> [WHAT IS BEING ASKED]
Show all the lines in the data below that include the word "Doğu".

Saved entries
━━━
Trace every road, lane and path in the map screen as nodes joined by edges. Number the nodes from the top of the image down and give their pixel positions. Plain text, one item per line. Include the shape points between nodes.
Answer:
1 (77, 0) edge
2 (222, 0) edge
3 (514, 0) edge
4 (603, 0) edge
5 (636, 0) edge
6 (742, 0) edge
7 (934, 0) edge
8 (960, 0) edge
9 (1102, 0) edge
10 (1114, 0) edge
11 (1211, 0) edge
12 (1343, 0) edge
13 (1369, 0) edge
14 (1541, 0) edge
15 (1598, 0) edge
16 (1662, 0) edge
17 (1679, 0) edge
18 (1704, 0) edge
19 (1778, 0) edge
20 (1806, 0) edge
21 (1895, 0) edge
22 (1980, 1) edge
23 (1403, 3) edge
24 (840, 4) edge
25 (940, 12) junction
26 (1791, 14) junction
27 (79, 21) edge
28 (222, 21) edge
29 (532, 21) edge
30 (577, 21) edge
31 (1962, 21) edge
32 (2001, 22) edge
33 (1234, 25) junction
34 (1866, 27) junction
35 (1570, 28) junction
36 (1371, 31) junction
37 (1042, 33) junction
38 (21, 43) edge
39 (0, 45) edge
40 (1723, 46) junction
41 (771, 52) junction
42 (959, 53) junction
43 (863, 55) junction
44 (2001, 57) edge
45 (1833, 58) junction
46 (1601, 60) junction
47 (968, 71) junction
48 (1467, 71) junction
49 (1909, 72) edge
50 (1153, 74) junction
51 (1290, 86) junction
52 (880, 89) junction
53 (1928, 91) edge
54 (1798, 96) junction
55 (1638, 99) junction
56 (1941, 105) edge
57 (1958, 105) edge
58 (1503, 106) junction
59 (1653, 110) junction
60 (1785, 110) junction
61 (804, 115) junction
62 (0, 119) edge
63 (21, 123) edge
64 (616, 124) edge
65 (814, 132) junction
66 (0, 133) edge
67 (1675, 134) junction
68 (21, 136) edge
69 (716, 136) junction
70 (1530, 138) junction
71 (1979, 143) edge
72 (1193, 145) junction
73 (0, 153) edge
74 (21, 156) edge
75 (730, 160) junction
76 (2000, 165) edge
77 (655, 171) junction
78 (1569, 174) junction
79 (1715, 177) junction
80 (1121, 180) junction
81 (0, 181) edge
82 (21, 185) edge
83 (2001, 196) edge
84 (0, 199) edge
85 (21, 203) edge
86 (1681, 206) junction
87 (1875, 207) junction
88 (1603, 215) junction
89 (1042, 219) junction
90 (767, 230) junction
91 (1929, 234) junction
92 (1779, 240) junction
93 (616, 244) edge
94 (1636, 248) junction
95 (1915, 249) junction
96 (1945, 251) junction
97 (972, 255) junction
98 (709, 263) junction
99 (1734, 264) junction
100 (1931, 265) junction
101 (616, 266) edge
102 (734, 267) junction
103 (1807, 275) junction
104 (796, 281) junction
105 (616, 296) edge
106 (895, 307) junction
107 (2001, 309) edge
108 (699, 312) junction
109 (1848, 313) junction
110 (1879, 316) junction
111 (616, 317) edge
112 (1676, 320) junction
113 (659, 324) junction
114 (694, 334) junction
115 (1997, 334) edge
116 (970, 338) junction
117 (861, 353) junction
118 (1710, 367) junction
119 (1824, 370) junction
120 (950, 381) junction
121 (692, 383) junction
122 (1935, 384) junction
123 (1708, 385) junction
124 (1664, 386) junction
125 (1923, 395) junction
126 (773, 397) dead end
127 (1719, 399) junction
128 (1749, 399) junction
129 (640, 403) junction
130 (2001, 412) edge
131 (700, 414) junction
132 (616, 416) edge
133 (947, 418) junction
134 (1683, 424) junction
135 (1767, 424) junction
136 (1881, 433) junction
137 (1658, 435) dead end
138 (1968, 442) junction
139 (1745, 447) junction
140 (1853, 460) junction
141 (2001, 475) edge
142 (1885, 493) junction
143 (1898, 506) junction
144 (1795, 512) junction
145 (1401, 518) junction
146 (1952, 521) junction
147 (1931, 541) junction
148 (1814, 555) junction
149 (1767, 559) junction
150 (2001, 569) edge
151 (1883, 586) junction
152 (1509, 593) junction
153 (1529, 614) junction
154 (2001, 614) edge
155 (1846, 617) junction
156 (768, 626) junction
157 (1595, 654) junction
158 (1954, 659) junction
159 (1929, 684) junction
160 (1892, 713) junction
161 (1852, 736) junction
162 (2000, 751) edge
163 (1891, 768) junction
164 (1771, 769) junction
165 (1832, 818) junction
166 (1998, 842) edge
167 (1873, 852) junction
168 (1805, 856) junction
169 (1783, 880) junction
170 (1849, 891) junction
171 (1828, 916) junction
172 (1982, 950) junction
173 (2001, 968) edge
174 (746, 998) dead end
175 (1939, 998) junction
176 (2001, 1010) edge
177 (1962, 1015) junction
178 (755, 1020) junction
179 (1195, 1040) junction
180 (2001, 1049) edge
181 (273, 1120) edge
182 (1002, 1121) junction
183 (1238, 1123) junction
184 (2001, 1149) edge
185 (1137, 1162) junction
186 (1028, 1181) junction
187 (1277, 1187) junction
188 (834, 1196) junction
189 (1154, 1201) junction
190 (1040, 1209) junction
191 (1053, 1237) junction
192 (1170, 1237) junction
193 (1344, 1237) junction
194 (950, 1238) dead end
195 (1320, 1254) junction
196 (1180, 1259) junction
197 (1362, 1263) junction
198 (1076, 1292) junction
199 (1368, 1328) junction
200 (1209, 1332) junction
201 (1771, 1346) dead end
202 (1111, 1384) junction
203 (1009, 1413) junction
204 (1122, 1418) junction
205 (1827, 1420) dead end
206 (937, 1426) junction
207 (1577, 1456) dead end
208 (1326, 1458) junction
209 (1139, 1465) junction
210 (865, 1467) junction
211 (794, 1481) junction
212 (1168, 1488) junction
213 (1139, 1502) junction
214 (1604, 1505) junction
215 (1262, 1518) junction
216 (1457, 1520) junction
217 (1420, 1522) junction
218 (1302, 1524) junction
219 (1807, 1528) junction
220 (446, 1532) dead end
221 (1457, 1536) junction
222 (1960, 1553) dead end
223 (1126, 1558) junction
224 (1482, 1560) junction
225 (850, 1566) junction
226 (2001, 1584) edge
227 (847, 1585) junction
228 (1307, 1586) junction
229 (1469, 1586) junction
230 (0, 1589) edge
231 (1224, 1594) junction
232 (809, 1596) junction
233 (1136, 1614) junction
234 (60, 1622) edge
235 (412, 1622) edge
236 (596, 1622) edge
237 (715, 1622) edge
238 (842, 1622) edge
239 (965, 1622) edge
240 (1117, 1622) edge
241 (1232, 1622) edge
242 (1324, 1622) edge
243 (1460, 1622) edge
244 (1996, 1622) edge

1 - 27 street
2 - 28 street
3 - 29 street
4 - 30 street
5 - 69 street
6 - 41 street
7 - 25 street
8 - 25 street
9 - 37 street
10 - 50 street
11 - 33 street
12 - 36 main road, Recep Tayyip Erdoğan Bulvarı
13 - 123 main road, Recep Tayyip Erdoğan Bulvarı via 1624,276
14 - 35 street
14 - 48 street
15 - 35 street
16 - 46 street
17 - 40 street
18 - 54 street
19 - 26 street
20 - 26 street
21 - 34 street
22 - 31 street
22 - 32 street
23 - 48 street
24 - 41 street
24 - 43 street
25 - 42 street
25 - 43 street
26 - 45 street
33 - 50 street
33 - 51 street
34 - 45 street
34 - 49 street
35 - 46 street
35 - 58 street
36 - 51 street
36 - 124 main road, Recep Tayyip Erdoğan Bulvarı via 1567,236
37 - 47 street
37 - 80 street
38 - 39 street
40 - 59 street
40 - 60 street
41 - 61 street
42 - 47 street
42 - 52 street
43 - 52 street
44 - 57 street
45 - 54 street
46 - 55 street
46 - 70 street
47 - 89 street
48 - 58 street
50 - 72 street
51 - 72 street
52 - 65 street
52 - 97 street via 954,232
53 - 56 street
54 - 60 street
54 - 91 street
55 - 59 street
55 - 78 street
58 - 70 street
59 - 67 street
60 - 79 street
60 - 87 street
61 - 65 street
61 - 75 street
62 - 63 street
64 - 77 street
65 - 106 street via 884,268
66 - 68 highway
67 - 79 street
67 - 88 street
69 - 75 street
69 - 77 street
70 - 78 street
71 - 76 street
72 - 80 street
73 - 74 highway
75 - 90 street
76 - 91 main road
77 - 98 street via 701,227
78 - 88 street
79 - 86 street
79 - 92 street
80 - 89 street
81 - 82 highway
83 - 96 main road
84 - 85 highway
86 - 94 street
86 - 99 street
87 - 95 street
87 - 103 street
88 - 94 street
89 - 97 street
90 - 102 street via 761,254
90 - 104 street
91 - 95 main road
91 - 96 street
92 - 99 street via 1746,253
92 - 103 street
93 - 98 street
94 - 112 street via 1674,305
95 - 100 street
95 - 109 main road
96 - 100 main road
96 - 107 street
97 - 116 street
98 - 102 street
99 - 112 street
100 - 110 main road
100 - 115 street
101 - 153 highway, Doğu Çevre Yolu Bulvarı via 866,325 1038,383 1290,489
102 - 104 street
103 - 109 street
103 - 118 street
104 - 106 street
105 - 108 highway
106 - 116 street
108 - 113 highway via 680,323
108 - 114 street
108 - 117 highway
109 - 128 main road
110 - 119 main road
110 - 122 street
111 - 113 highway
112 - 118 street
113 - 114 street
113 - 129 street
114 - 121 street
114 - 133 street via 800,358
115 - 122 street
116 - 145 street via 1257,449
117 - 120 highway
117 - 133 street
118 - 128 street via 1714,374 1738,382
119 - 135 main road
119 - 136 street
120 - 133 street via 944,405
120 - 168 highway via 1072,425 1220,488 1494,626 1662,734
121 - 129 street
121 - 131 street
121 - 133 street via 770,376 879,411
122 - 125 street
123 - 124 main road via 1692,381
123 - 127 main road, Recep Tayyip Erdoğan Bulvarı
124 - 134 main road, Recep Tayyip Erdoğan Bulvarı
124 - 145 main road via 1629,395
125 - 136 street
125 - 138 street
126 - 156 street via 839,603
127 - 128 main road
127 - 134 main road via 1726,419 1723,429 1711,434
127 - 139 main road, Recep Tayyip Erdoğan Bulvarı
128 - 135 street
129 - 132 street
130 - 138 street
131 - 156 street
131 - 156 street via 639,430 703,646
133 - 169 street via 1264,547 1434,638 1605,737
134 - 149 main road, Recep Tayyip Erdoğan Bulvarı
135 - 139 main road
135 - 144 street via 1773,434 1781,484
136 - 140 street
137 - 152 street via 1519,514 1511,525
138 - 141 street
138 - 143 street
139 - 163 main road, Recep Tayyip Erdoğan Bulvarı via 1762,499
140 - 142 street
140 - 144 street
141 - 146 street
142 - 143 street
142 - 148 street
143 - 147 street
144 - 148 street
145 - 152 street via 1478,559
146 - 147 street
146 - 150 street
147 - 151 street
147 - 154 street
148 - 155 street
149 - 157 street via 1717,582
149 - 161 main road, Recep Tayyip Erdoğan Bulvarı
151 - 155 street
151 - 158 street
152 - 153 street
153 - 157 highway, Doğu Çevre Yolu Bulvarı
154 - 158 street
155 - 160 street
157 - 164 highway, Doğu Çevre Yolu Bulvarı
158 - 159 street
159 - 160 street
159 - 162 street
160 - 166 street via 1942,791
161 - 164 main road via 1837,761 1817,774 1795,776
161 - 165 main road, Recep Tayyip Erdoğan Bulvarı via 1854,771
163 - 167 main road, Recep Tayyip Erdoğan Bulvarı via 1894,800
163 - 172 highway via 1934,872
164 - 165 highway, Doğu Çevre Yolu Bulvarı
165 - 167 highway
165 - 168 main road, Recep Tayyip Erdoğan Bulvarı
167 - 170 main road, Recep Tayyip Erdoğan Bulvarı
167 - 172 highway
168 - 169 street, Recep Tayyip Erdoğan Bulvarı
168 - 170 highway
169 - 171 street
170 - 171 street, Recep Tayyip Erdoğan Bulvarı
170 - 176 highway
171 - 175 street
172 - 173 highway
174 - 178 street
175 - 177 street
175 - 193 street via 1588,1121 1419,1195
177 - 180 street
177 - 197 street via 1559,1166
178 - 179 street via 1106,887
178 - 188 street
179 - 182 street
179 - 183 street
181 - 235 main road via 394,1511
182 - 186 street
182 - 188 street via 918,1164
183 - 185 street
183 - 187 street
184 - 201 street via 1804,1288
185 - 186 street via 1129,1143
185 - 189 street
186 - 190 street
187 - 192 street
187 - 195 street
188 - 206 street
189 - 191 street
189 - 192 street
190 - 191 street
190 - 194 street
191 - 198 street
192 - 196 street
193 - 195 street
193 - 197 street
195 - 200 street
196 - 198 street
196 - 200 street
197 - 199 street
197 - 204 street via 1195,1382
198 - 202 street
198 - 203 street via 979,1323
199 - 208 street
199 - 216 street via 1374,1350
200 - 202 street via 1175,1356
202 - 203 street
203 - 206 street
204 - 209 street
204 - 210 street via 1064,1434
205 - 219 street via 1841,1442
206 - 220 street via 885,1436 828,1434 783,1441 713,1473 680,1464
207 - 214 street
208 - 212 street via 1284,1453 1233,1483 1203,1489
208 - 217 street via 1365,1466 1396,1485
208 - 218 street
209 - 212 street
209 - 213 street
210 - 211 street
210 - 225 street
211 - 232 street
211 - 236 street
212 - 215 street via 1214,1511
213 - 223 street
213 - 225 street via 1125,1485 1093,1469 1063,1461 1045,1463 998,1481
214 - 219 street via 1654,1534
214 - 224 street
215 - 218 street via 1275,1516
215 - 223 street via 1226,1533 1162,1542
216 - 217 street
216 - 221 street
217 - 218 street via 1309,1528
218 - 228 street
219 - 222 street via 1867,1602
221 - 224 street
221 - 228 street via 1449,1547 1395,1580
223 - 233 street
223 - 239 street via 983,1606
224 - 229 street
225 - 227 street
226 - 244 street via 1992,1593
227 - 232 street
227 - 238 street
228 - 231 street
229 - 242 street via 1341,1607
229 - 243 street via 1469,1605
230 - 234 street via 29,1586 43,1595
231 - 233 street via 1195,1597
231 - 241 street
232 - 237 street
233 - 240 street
━━━
> [SOLUTION TO THE PROBLEM]
101 - 153 highway, Doğu Çevre Yolu Bulvarı via 866,325 1038,383 1290,489
153 - 157 highway, Doğu Çevre Yolu Bulvarı
157 - 164 highway, Doğu Çevre Yolu Bulvarı
164 - 165 highway, Doğu Çevre Yolu Bulvarı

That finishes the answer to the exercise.